Изменить размер шрифта - +
Учишься балансировать между необходимым уединением и необходимой общительностью. Учишься отвечать знакомым, которые мистическим образом избегают произносить имя твоего покойного супруга, и коллегам, которые не находят нужных слов, как та «знакомая по Принстону», которая поприветствовала Оутс «с выражением душевной укоризны» и отпустила реплику: «Расписываешь бурю, да, Джойс?» Или как подруга, которая в утешение сказала, что скорбь «имеет неврологическую природу. Со временем нейронная цепь восстанавливается. Если это так, я бы считала, что ты можешь ускорить этот процесс одним лишь осознанием». Благие намерения были восприняты как надменность.

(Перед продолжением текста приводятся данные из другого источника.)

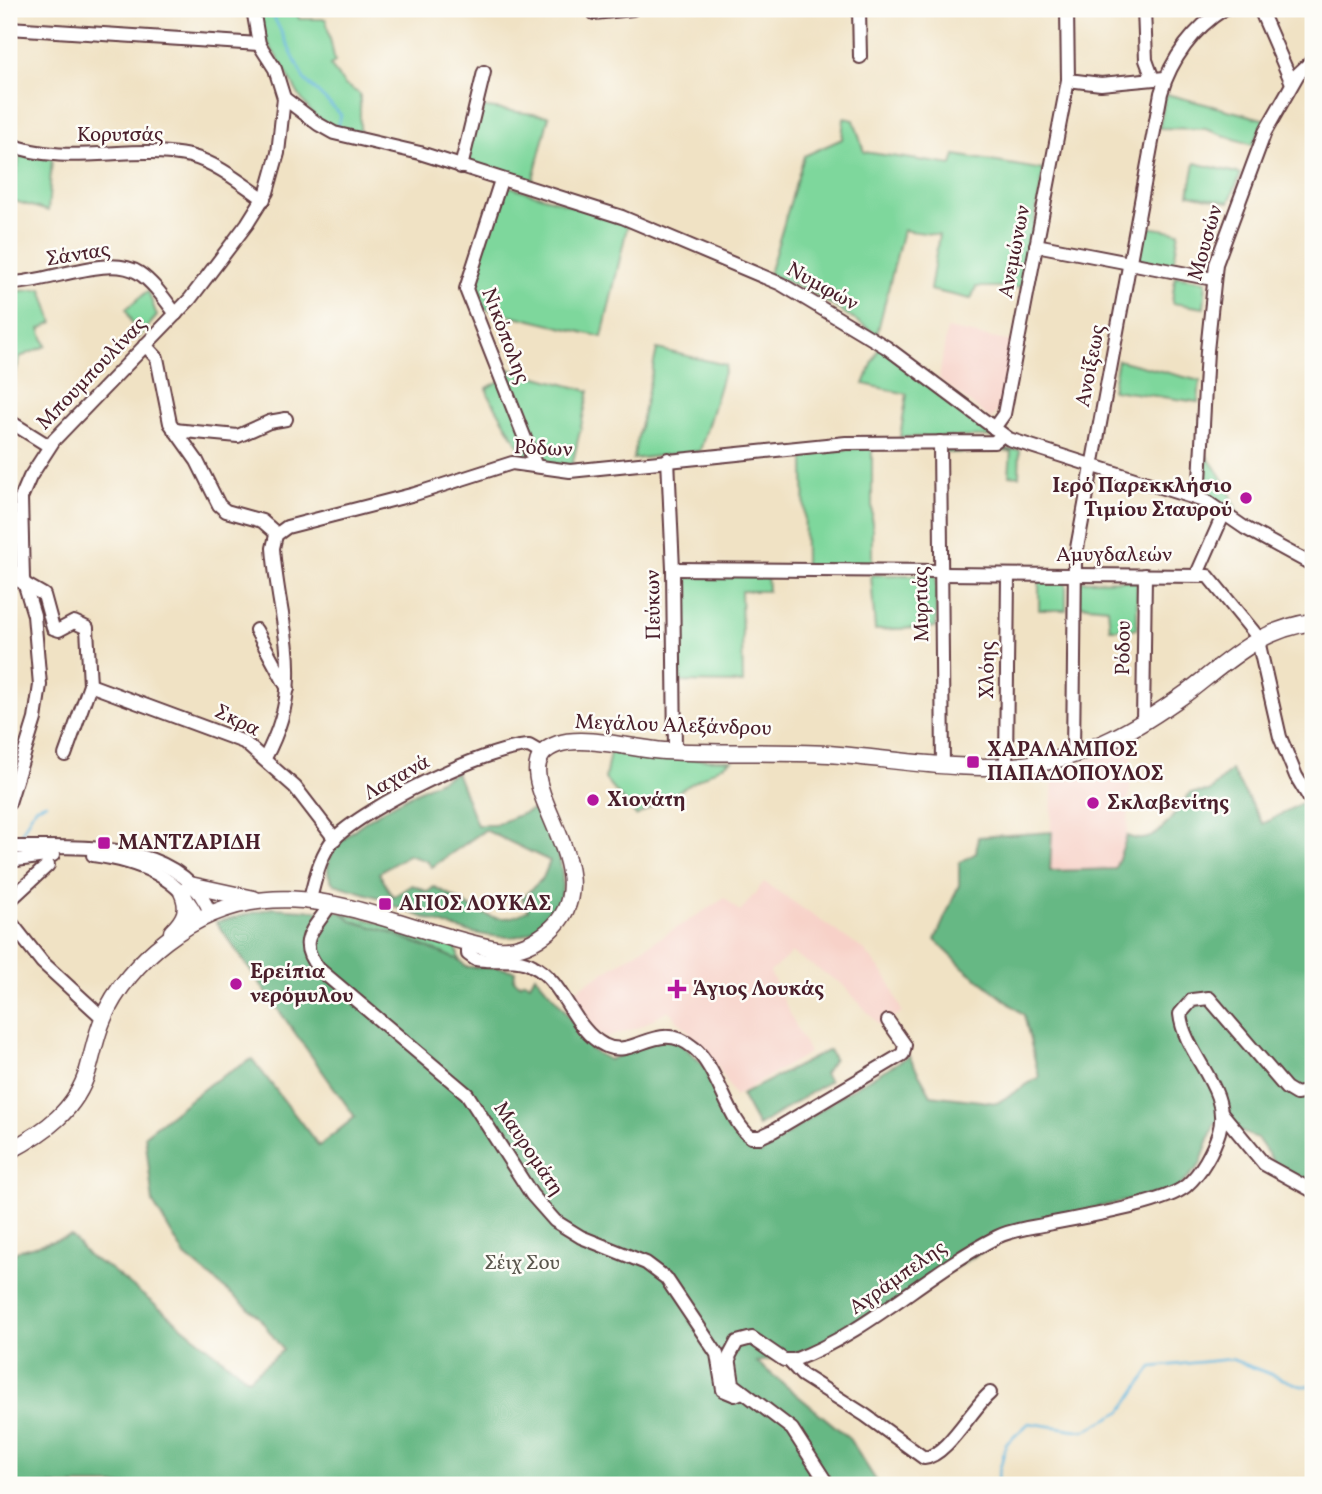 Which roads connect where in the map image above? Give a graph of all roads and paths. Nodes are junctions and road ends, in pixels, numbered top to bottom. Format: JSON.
{"nodes":[{"id":1,"x":253,"y":9,"type":"edge"},
{"id":2,"x":633,"y":9,"type":"edge"},
{"id":3,"x":859,"y":9,"type":"edge"},
{"id":4,"x":1067,"y":9,"type":"edge"},
{"id":5,"x":1144,"y":9,"type":"edge"},
{"id":6,"x":1224,"y":9,"type":"edge"},
{"id":7,"x":1261,"y":9,"type":"edge"},
{"id":8,"x":594,"y":13,"type":"dead end"},
{"id":9,"x":9,"y":28,"type":"edge"},
{"id":10,"x":259,"y":44,"type":"junction"},
{"id":11,"x":860,"y":57,"type":"dead end"},
{"id":12,"x":1313,"y":60,"type":"edge"},
{"id":13,"x":484,"y":72,"type":"dead end"},
{"id":14,"x":1159,"y":79,"type":"junction"},
{"id":15,"x":1068,"y":80,"type":"junction"},
{"id":16,"x":1292,"y":83,"type":"junction"},
{"id":17,"x":284,"y":98,"type":"junction"},
{"id":18,"x":9,"y":144,"type":"edge"},
{"id":19,"x":461,"y":167,"type":"junction"},
{"id":20,"x":501,"y":180,"type":"junction"},
{"id":21,"x":264,"y":198,"type":"junction"},
{"id":22,"x":1036,"y":245,"type":"junction"},
{"id":23,"x":1130,"y":263,"type":"junction"},
{"id":24,"x":1213,"y":279,"type":"junction"},
{"id":25,"x":9,"y":283,"type":"edge"},
{"id":26,"x":176,"y":314,"type":"junction"},
{"id":27,"x":145,"y":345,"type":"junction"},
{"id":28,"x":286,"y":419,"type":"dead end"},
{"id":29,"x":9,"y":421,"type":"edge"},
{"id":30,"x":174,"y":430,"type":"junction"},
{"id":31,"x":998,"y":431,"type":"junction"},
{"id":32,"x":940,"y":442,"type":"junction"},
{"id":33,"x":49,"y":446,"type":"junction"},
{"id":34,"x":668,"y":459,"type":"junction"},
{"id":35,"x":535,"y":464,"type":"junction"},
{"id":36,"x":1092,"y":466,"type":"junction"},
{"id":37,"x":1199,"y":499,"type":"junction"},
{"id":38,"x":1224,"y":513,"type":"junction"},
{"id":39,"x":277,"y":534,"type":"junction"},
{"id":40,"x":1313,"y":565,"type":"edge"},
{"id":41,"x":673,"y":569,"type":"junction"},
{"id":42,"x":941,"y":572,"type":"junction"},
{"id":43,"x":1197,"y":574,"type":"junction"},
{"id":44,"x":9,"y":575,"type":"edge"},
{"id":45,"x":1008,"y":575,"type":"junction"},
{"id":46,"x":1073,"y":575,"type":"junction"},
{"id":47,"x":1145,"y":575,"type":"junction"},
{"id":48,"x":24,"y":584,"type":"junction"},
{"id":49,"x":1313,"y":622,"type":"edge"},
{"id":50,"x":256,"y":630,"type":"dead end"},
{"id":51,"x":1258,"y":638,"type":"junction"},
{"id":52,"x":90,"y":685,"type":"junction"},
{"id":53,"x":288,"y":689,"type":"junction"},
{"id":54,"x":1143,"y":722,"type":"junction"},
{"id":55,"x":675,"y":751,"type":"junction"},
{"id":56,"x":543,"y":754,"type":"junction"},
{"id":57,"x":65,"y":755,"type":"dead end"},
{"id":58,"x":1073,"y":756,"type":"junction"},
{"id":59,"x":265,"y":758,"type":"junction"},
{"id":60,"x":943,"y":766,"type":"junction"},
{"id":61,"x":1006,"y":766,"type":"junction"},
{"id":62,"x":9,"y":803,"type":"edge"},
{"id":63,"x":1313,"y":803,"type":"edge"},
{"id":64,"x":335,"y":839,"type":"junction"},
{"id":65,"x":9,"y":847,"type":"edge"},
{"id":66,"x":9,"y":861,"type":"edge"},
{"id":67,"x":48,"y":865,"type":"dead end"},
{"id":68,"x":186,"y":888,"type":"junction"},
{"id":69,"x":310,"y":899,"type":"junction"},
{"id":70,"x":260,"y":900,"type":"junction"},
{"id":71,"x":9,"y":901,"type":"edge"},
{"id":72,"x":331,"y":902,"type":"junction"},
{"id":73,"x":205,"y":917,"type":"junction"},
{"id":74,"x":9,"y":920,"type":"edge"},
{"id":75,"x":468,"y":942,"type":"junction"},
{"id":76,"x":156,"y":948,"type":"junction"},
{"id":77,"x":103,"y":1018,"type":"junction"},
{"id":78,"x":888,"y":1021,"type":"dead end"},
{"id":79,"x":1313,"y":1091,"type":"edge"},
{"id":80,"x":1221,"y":1112,"type":"junction"},
{"id":81,"x":9,"y":1151,"type":"edge"},
{"id":82,"x":1313,"y":1191,"type":"edge"},
{"id":83,"x":789,"y":1361,"type":"junction"},
{"id":84,"x":742,"y":1392,"type":"junction"},
{"id":85,"x":990,"y":1392,"type":"dead end"},
{"id":86,"x":828,"y":1485,"type":"edge"}],
"edges":[{"from":1,"to":10,"type":"street"},
{"from":2,"to":8,"type":"street"},
{"from":3,"to":11,"type":"street"},
{"from":4,"to":15,"type":"street","name":"Ανεμώνων"},
{"from":5,"to":14,"type":"street"},
{"from":6,"to":14,"type":"street","name":"Ανοίξεως"},
{"from":7,"to":16,"type":"street"},
{"from":9,"to":10,"type":"street"},
{"from":10,"to":17,"type":"street","name":"Μπουμπουλίνας"},
{"from":12,"to":16,"type":"street","name":"Μουσών"},
{"from":13,"to":19,"type":"street"},
{"from":14,"to":15,"type":"street"},
{"from":14,"to":23,"type":"street","name":"Ανοίξεως"},
{"from":15,"to":22,"type":"street","name":"Ανεμώνων"},
{"from":16,"to":24,"type":"street","name":"Μουσών"},
{"from":17,"to":19,"type":"street","name":"Νυμφών"},
{"from":17,"to":21,"type":"street","name":"Μπουμπουλίνας"},
{"from":18,"to":21,"type":"street","name":"Κορυτσάς"},
{"from":19,"to":20,"type":"street","name":"Νυμφών"},
{"from":20,"to":31,"type":"street","name":"Νυμφών"},
{"from":20,"to":35,"type":"street","name":"Νικόπολης"},
{"from":21,"to":26,"type":"street","name":"Μπουμπουλίνας"},
{"from":22,"to":23,"type":"street"},
{"from":22,"to":31,"type":"street","name":"Ανεμώνων"},
{"from":23,"to":24,"type":"street"},
{"from":23,"to":36,"type":"street","name":"Ανοίξεως"},
{"from":24,"to":37,"type":"street","name":"Μουσών"},
{"from":25,"to":26,"type":"street","name":"Σάντας"},
{"from":26,"to":27,"type":"street","name":"Μπουμπουλίνας"},
{"from":27,"to":30,"type":"street"},
{"from":27,"to":33,"type":"street","name":"Μπουμπουλίνας"},
{"from":28,"to":30,"type":"street"},
{"from":29,"to":33,"type":"street"},
{"from":30,"to":39,"type":"street"},
{"from":31,"to":32,"type":"street","name":"Ρόδων"},
{"from":31,"to":36,"type":"street","name":"Νυμφών"},
{"from":32,"to":34,"type":"street","name":"Ρόδων"},
{"from":32,"to":42,"type":"street","name":"Μυρτιάς"},
{"from":33,"to":48,"type":"street","name":"Μπουμπουλίνας"},
{"from":34,"to":35,"type":"street","name":"Ρόδων"},
{"from":34,"to":41,"type":"street","name":"Πεύκων"},
{"from":35,"to":39,"type":"street","name":"Ρόδων"},
{"from":36,"to":37,"type":"street","name":"Νυμφών"},
{"from":36,"to":46,"type":"street","name":"Ανοίξεως"},
{"from":37,"to":38,"type":"street","name":"Νυμφών"},
{"from":38,"to":40,"type":"street","name":"Νυμφών"},
{"from":38,"to":43,"type":"street"},
{"from":39,"to":53,"type":"street"},
{"from":41,"to":42,"type":"street","name":"Αμυγδαλεών"},
{"from":41,"to":55,"type":"street","name":"Πεύκων"},
{"from":42,"to":45,"type":"street","name":"Αμυγδαλεών"},
{"from":42,"to":60,"type":"street","name":"Μυρτιάς"},
{"from":43,"to":47,"type":"street","name":"Αμυγδαλεών"},
{"from":43,"to":51,"type":"street","name":"Αμυγδαλεών"},
{"from":44,"to":48,"type":"street"},
{"from":45,"to":46,"type":"street","name":"Αμυγδαλεών"},
{"from":45,"to":61,"type":"street","name":"Χλόης"},
{"from":46,"to":47,"type":"street","name":"Αμυγδαλεών"},
{"from":46,"to":58,"type":"street","name":"Ανοίξεως"},
{"from":47,"to":54,"type":"street","name":"Ρόδου"},
{"from":48,"to":52,"type":"street"},
{"from":48,"to":62,"type":"street","name":"Μπουμπουλίνας"},
{"from":49,"to":51,"type":"main road","name":"Μεγάλου Αλεξάνδρου"},
{"from":50,"to":53,"type":"street"},
{"from":51,"to":54,"type":"main road","name":"Μεγάλου Αλεξάνδρου"},
{"from":51,"to":63,"type":"street"},
{"from":52,"to":57,"type":"street"},
{"from":52,"to":59,"type":"street","name":"Σκρα"},
{"from":53,"to":59,"type":"street"},
{"from":54,"to":58,"type":"main road","name":"Μεγάλου Αλεξάνδρου"},
{"from":55,"to":56,"type":"main road","name":"Μεγάλου Αλεξάνδρου"},
{"from":55,"to":60,"type":"main road","name":"Μεγάλου Αλεξάνδρου"},
{"from":56,"to":64,"type":"street","name":"Λαχανά"},
{"from":56,"to":75,"type":"main road"},
{"from":58,"to":61,"type":"main road","name":"Μεγάλου Αλεξάνδρου"},
{"from":59,"to":64,"type":"street","name":"Σκρα"},
{"from":60,"to":61,"type":"main road","name":"Μεγάλου Αλεξάνδρου"},
{"from":64,"to":69,"type":"street","name":"Λαχανά"},
{"from":65,"to":68,"type":"street"},
{"from":66,"to":68,"type":"street"},
{"from":67,"to":71,"type":"street"},
{"from":68,"to":70,"type":"main road"},
{"from":68,"to":73,"type":"street"},
{"from":68,"to":76,"type":"main road"},
{"from":69,"to":70,"type":"main road"},
{"from":69,"to":72,"type":"main road"},
{"from":70,"to":73,"type":"main road"},
{"from":72,"to":75,"type":"main road"},
{"from":72,"to":84,"type":"street","name":"Μαυρομάτη"},
{"from":73,"to":76,"type":"main road"},
{"from":74,"to":77,"type":"street"},
{"from":75,"to":78,"type":"street"},
{"from":76,"to":77,"type":"main road"},
{"from":77,"to":81,"type":"main road"},
{"from":79,"to":80,"type":"street"},
{"from":80,"to":82,"type":"street"},
{"from":80,"to":83,"type":"street","name":"Αγράμπελης"},
{"from":83,"to":84,"type":"street"},
{"from":83,"to":85,"type":"street"},
{"from":84,"to":86,"type":"street"}]}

Ах вот оно что: нужно просто выждать, чтобы улеглись нейроны? Тогда как быть с практическими делами: например, есть сад, который муж любовно взращивал, но который тебя саму интересует куда меньше; при том, что тебе приятен результат, ты почти никогда не ездила с мужем в садовый питомник. Так что же делать: преданно тянуть лямку или предательски оставить сад на произвол судьбы? Здесь Оутс мудро выбирает третий путь: если Смит увлекался однолетними цветами, то она засадила участок исключительно многолетниками, попросив у консультанта в питомнике «что угодно, лишь бы самое неприхотливое и живучее».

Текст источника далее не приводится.